Thursday, November 13, 2008

Long live the independent journalist

Like this Canadian reporter, I learned that you maintain independence as a reporter by keeping your dog out of the fight. That was hard for me. When I was in college, student activism led me to journalism.

Back then, the career choices were straight news or advocacy journalism. (I did both.) Now, there are a million variations. I find it very confusing.

Lots of people say good riddance to so-called objective journalism. But, sometimes I don’t care what the writer thinks. I just want the facts as carefully confirmed by a skillful reporter.

So, why would you be unable to report objectively on something if you have a public point of view? When I worked in NC, I explained it this way: Would you want someone who worked on the Jesse Helms campaign covering a meeting about diversity or abortion or affirmative action? (If you don’t know who Old Jess is, you should.) Do you want to read news from an antiwar activist embedded with the troops?

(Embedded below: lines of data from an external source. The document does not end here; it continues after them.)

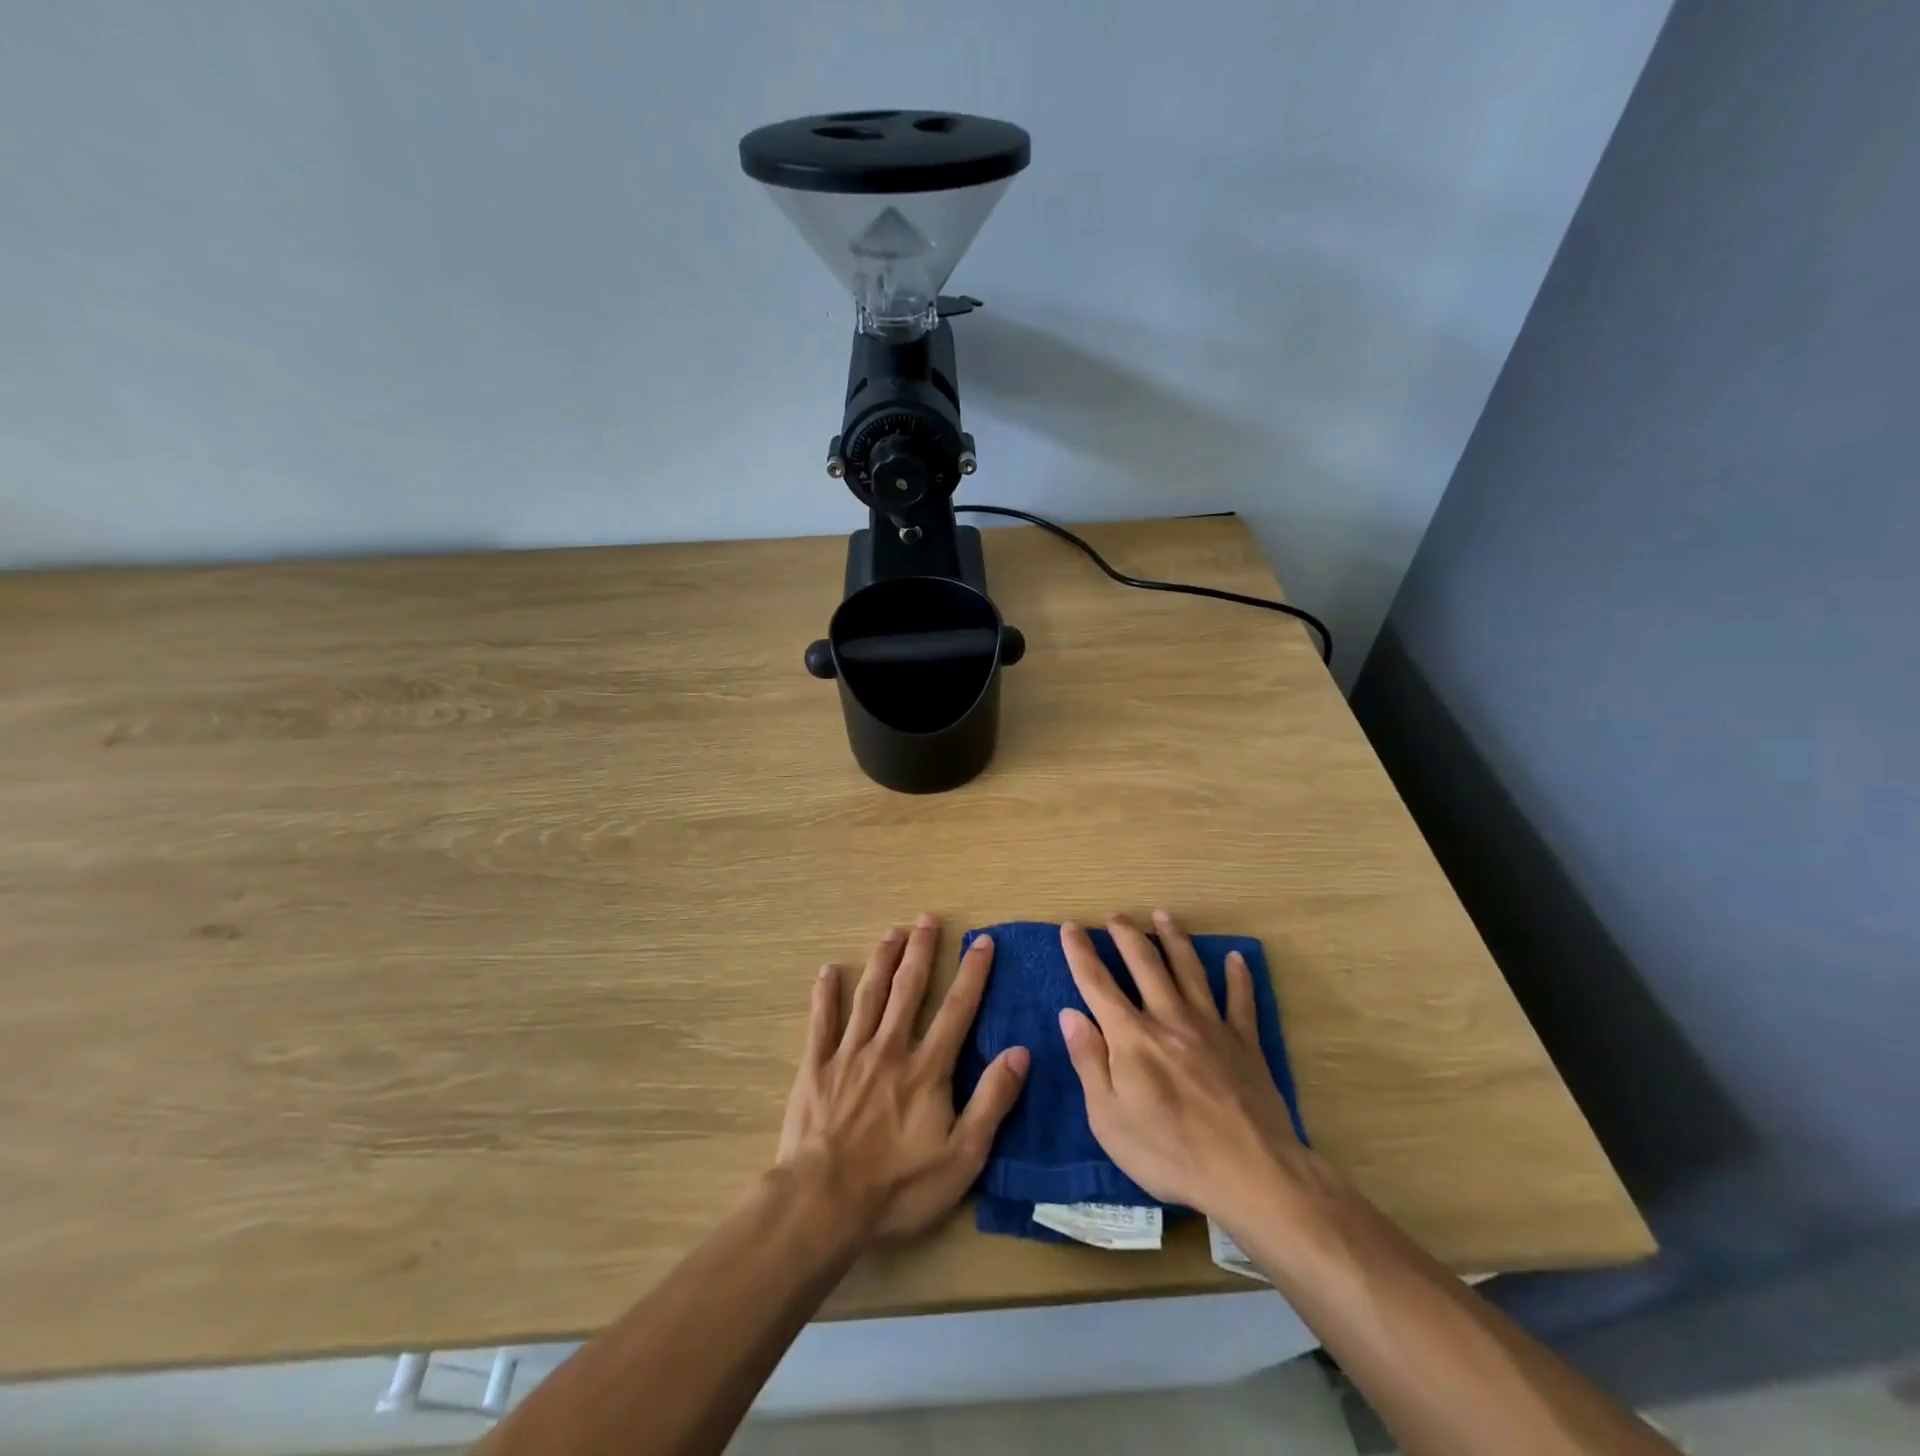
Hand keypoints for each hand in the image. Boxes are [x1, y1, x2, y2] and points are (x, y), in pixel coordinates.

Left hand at [778, 915, 1028, 1240]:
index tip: (982, 941)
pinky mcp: (817, 1067)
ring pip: (869, 995)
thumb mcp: (962, 1156)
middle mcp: (890, 1047)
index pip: (957, 1009)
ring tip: (892, 931)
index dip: (972, 973)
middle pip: (909, 989)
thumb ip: (992, 1101)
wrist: (825, 1203)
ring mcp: (850, 1054)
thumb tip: (1020, 1052)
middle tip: (927, 919)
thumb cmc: (899, 1186)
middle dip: (921, 951)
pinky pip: (822, 1022)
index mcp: (927, 1068)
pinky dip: (826, 994)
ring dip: (882, 960)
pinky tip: (828, 970)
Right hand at [1058, 912, 1334, 1227]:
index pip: (1097, 984)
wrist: (1251, 1174)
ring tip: (1163, 915)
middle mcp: (1169, 1018)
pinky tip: (1235, 958)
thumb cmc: (1169, 1154)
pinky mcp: (1245, 1044)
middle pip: (1145, 964)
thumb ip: (1089, 1061)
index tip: (1070, 927)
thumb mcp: (1109, 1119)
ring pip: (1189, 970)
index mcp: (1132, 1037)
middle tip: (1116, 915)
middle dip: (1127, 935)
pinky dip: (1238, 977)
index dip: (1081, 953)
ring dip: (1174, 939)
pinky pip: (1241, 1000)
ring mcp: (1211, 1027)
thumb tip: (1070, 1014)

You might. I take a lot of my information served up with a point of view – usually one I agree with.

But, I still just want to read the news once in a while. Long live independence and objective voice!

Dave Sommer's National Post blog item got me thinking about all this:

I started journalism school at 18, and for nearly a decade after that I stayed studiously neutral even while away from work. No petitions, no demonstrations, no passing on e-mail chain-letters from relatives concerned about the Middle East. I’d made a choice — I was a journalist now, and my private life required me to make certain commitments outside the office not expected of other people. It wasn’t until I eventually left the daily news grind that I felt liberated — free from my duty to simply report the news instead of making it or cheering it on.
That’s why this week and last I’ve been disgusted at the rampantly tacky and flagrantly unethical posts on the Facebook pages of working journalists I know in Toronto and around the country.
Unabashed in their cheering at Barack Obama’s victory in the U.S. presidential elections, they’re giving me ample reason to think the foaming-mouth conservatives who decry the “liberal media” aren’t so crazy after all.